On Sunday, 11 October 2015 03:01:58 UTC+11, A. Jalil @AJ wrote:
I am trying to figure out why I deleted close to 2,000 temp collections which totals about 200GB but I still see the database taking up same space after deletion. I was wondering if this is pre-allocated space and what would be the best approach to reclaim it without a downtime ?
Hi AJ,
With the MMAP storage engine, space from deleted documents and collections remains preallocated and available for reuse. Unless you drop an entire database the storage will effectively remain at peak usage. You need to repair or rebuild the database to reclaim this space: http://docs.mongodb.org/manual/faq/storage/#how-do-i-reclaim-disk-space.
Repair requires downtime and available disk space to make a copy of the data to rebuild your database.
For a replica set deployment a better option is usually to re-sync the node: http://docs.mongodb.org/manual/tutorial/resync-replica-set-member/.
Re-syncing doesn’t require additional disk space, and allows the node to automatically rejoin the replica set once the node has completed initial sync.
Note: Disk usage behaviour is determined by the storage engine.

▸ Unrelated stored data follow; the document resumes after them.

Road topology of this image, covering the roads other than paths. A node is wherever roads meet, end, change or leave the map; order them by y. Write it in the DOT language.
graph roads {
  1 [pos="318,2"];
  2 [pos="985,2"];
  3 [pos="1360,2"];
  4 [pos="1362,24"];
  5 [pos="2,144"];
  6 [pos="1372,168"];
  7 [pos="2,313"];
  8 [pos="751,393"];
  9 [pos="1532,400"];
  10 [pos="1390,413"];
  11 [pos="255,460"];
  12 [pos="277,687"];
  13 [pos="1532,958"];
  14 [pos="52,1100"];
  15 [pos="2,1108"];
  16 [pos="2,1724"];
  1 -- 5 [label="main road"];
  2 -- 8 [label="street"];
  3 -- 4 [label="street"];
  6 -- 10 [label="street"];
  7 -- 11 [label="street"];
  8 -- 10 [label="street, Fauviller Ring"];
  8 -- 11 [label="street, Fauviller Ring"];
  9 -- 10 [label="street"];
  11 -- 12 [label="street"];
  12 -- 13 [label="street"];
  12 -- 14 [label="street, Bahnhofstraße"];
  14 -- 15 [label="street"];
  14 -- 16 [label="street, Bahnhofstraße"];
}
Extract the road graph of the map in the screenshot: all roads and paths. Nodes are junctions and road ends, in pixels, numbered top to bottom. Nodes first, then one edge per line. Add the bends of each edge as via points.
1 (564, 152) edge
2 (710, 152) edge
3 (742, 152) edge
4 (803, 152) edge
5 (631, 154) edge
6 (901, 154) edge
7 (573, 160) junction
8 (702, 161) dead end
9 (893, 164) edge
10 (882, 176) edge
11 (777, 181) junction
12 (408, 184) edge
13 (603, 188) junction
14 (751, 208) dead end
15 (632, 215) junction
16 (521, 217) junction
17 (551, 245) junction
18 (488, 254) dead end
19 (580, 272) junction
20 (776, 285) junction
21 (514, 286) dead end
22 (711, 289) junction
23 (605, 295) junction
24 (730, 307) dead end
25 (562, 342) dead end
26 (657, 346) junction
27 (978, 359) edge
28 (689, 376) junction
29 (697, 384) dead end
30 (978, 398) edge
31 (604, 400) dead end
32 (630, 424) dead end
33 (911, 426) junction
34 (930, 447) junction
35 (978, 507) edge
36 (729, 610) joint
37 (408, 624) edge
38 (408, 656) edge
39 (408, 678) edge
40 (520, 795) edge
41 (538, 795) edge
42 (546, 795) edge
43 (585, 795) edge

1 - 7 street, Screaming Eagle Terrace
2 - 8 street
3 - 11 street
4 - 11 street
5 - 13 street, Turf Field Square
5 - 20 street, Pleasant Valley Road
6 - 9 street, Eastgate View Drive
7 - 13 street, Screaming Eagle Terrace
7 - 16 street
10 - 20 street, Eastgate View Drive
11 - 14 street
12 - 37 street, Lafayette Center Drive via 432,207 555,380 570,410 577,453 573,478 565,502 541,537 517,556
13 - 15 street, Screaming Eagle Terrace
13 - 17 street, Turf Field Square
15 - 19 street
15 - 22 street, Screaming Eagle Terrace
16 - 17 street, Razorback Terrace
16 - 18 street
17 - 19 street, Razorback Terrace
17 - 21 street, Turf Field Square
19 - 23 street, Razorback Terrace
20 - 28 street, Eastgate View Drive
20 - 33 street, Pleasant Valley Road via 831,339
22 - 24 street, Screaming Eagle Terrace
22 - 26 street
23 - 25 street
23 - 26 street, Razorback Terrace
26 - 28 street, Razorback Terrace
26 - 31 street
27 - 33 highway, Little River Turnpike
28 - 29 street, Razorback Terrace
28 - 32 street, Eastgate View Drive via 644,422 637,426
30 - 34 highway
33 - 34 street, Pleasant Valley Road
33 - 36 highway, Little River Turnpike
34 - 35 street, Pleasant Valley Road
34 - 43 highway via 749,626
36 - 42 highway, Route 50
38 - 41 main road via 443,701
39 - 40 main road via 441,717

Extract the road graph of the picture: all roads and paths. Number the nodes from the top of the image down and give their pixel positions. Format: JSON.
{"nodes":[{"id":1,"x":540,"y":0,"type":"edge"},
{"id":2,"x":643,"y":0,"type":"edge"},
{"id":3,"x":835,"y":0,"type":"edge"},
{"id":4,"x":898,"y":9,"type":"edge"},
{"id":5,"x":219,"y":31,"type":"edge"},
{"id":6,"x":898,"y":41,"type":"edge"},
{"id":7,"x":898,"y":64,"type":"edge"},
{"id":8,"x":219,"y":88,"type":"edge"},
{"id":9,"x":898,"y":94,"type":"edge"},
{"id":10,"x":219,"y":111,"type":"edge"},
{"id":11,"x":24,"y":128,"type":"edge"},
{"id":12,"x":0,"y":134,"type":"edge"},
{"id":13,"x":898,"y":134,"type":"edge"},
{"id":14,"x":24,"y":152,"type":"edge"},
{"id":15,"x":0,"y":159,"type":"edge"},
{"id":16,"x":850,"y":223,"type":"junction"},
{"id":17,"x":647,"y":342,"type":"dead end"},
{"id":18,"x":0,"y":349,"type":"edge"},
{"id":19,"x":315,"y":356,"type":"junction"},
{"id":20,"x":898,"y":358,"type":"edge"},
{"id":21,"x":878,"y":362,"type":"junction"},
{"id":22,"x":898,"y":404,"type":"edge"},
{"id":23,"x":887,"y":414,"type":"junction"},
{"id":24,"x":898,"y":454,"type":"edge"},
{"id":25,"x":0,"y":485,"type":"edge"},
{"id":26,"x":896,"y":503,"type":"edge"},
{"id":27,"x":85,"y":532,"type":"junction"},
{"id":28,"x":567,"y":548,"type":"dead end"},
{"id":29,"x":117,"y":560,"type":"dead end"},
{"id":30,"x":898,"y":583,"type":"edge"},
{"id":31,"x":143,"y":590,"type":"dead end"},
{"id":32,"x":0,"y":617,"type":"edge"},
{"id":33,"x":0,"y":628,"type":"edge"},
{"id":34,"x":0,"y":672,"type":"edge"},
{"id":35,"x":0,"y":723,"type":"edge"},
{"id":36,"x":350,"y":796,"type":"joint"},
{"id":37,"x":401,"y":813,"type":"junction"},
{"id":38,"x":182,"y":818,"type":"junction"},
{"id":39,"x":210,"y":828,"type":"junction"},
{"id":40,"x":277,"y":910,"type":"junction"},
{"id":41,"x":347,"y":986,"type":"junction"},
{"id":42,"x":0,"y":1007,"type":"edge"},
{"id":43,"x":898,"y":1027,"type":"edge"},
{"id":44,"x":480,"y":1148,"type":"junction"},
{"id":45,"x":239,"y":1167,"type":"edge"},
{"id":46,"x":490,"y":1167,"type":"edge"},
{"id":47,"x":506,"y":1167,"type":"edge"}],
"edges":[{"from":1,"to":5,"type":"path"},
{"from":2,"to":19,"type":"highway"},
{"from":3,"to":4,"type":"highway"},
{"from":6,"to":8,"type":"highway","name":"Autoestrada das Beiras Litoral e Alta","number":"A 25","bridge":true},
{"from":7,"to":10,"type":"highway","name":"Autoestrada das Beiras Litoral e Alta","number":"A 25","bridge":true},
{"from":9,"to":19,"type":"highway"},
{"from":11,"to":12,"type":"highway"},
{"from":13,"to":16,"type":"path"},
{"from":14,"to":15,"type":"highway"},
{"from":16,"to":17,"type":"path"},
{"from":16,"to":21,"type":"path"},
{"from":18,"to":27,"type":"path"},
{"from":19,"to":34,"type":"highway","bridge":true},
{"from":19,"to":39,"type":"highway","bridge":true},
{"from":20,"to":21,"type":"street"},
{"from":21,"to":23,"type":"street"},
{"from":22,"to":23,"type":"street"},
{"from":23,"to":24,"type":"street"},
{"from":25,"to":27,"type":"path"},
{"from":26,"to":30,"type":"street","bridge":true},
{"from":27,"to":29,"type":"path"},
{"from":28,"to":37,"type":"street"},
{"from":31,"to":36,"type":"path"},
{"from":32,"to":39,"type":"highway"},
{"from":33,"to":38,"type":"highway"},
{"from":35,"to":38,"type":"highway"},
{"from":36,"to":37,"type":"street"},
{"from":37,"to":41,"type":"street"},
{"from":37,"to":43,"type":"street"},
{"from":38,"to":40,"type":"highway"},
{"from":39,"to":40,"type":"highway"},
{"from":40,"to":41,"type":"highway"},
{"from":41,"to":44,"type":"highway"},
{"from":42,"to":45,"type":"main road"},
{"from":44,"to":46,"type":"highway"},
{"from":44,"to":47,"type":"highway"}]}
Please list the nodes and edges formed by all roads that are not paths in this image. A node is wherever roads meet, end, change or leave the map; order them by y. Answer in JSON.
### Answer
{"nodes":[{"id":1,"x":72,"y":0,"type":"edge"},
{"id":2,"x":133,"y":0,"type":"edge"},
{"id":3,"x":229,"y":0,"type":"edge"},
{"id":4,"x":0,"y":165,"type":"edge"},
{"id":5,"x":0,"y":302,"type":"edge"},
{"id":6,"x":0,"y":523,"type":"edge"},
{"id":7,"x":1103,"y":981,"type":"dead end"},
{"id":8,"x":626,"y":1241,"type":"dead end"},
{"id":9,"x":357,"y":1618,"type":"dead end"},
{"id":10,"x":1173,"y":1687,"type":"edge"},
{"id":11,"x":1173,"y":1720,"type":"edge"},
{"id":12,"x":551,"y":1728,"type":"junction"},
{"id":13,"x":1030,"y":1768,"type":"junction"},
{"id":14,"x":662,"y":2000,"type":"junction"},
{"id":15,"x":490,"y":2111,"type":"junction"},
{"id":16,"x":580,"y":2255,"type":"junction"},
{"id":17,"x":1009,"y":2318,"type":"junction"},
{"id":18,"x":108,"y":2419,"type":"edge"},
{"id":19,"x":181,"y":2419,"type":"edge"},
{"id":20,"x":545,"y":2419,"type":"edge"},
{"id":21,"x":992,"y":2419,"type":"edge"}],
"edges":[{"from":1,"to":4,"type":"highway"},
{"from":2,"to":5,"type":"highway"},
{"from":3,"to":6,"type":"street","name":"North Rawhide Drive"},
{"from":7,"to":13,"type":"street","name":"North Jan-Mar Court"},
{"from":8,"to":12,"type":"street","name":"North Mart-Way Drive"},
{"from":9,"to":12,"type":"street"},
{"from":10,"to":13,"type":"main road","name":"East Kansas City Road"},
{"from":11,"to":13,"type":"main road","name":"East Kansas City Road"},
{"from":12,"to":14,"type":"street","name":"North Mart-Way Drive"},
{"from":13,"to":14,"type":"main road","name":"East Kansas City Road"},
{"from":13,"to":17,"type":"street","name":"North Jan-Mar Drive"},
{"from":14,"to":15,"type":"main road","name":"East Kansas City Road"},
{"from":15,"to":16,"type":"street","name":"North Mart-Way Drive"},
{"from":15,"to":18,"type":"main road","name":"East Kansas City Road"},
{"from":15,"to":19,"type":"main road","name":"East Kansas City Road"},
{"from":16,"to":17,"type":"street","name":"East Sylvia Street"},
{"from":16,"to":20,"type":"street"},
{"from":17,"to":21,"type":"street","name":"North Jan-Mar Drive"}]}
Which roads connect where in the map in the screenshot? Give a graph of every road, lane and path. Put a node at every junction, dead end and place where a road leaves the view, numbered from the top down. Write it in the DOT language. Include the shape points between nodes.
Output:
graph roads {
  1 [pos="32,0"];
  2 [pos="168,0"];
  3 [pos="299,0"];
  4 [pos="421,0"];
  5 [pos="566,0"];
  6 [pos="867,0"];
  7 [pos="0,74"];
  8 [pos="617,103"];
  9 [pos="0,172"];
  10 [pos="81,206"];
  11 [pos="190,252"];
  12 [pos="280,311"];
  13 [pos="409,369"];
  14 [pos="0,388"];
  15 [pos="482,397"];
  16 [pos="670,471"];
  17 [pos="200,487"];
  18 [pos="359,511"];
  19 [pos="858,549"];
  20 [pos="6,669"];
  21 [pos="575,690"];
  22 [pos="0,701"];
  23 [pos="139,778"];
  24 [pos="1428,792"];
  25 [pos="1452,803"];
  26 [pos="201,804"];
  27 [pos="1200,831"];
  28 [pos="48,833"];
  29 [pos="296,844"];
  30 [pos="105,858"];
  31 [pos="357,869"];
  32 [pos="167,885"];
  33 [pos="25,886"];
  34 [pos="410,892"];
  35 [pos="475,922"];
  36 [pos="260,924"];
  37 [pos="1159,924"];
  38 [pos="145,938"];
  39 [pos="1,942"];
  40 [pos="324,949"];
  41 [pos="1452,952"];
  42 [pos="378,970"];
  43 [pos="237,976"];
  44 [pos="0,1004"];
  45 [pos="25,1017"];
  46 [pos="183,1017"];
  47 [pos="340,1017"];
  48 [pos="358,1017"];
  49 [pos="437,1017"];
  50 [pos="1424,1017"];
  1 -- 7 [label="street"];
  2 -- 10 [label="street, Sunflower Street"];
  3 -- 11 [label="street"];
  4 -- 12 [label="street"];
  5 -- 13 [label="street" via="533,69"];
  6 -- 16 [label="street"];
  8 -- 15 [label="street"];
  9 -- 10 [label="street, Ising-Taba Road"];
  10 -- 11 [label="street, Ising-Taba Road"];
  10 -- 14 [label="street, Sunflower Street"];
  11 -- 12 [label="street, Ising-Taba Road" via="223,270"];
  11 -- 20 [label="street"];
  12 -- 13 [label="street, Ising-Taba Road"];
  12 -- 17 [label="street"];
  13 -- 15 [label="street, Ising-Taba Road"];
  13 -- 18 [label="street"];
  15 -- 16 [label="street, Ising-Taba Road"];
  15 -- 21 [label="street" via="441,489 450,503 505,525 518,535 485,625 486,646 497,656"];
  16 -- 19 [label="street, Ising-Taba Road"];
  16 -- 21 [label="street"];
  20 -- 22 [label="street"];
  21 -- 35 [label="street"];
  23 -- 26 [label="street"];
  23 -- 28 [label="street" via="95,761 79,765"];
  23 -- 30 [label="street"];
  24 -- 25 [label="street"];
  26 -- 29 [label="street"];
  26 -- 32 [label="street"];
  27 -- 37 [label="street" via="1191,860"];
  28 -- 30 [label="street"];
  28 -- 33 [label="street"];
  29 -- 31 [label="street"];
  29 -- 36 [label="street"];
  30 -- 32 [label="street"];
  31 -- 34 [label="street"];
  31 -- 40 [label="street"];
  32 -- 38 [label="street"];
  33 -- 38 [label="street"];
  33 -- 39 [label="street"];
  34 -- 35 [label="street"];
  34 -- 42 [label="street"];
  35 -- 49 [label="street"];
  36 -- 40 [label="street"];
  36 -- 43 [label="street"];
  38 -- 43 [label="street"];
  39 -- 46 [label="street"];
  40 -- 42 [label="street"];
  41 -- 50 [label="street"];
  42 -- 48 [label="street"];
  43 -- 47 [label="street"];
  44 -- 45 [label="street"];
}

For the MMAP storage engine (the default in MongoDB 3.0 and older), all data for a given database shares a common set of files (eg. the salestotal.* files in your example). The WiredTiger storage engine creates separate files for each index and collection, so dropping indexes or collections in WiredTiger will free up disk space without admin intervention.
Regards,
Stephen
On Sunday, 11 October 2015 17:19:02 UTC+11, A. Jalil @AJ wrote:
I was wondering if I do mongodump on source DB, then mongorestore on the destination DB will reclaim the space ?
Hi AJ,
If you are restoring into an empty destination DB you won’t have any extra preallocated storage from the collections you dropped earlier.
I also noticed mongo uses mongoexport / mongoimport - I was wondering what is the difference between mongodump & mongoepxort ?
mongoexport and mongoimport are tools for importing/exporting text data (JSON, CSV, TSV) to/from single collections.
For backup & restore purposes you should instead use mongodump and mongorestore, which work with binary data (in BSON format), will preserve original data types and index options, and can be used to dump data from all databases or a specific namespace.
Lastly, my source DB resides on /data/configdb but my destination database reside on /data/db - can you please check steps 1 2 3 below and advise if that is the proper way to dump the whole database and restore it on /data/db folder..
Here is what I am planning to run on each member of my Replica Sets:
- mongodump -d salesdb -o /dump (source db)
- transfer the dump file [ salesdb ] to AWS & save on this folder /data/db
- mongorestore -d salesdb /data/db (destination db)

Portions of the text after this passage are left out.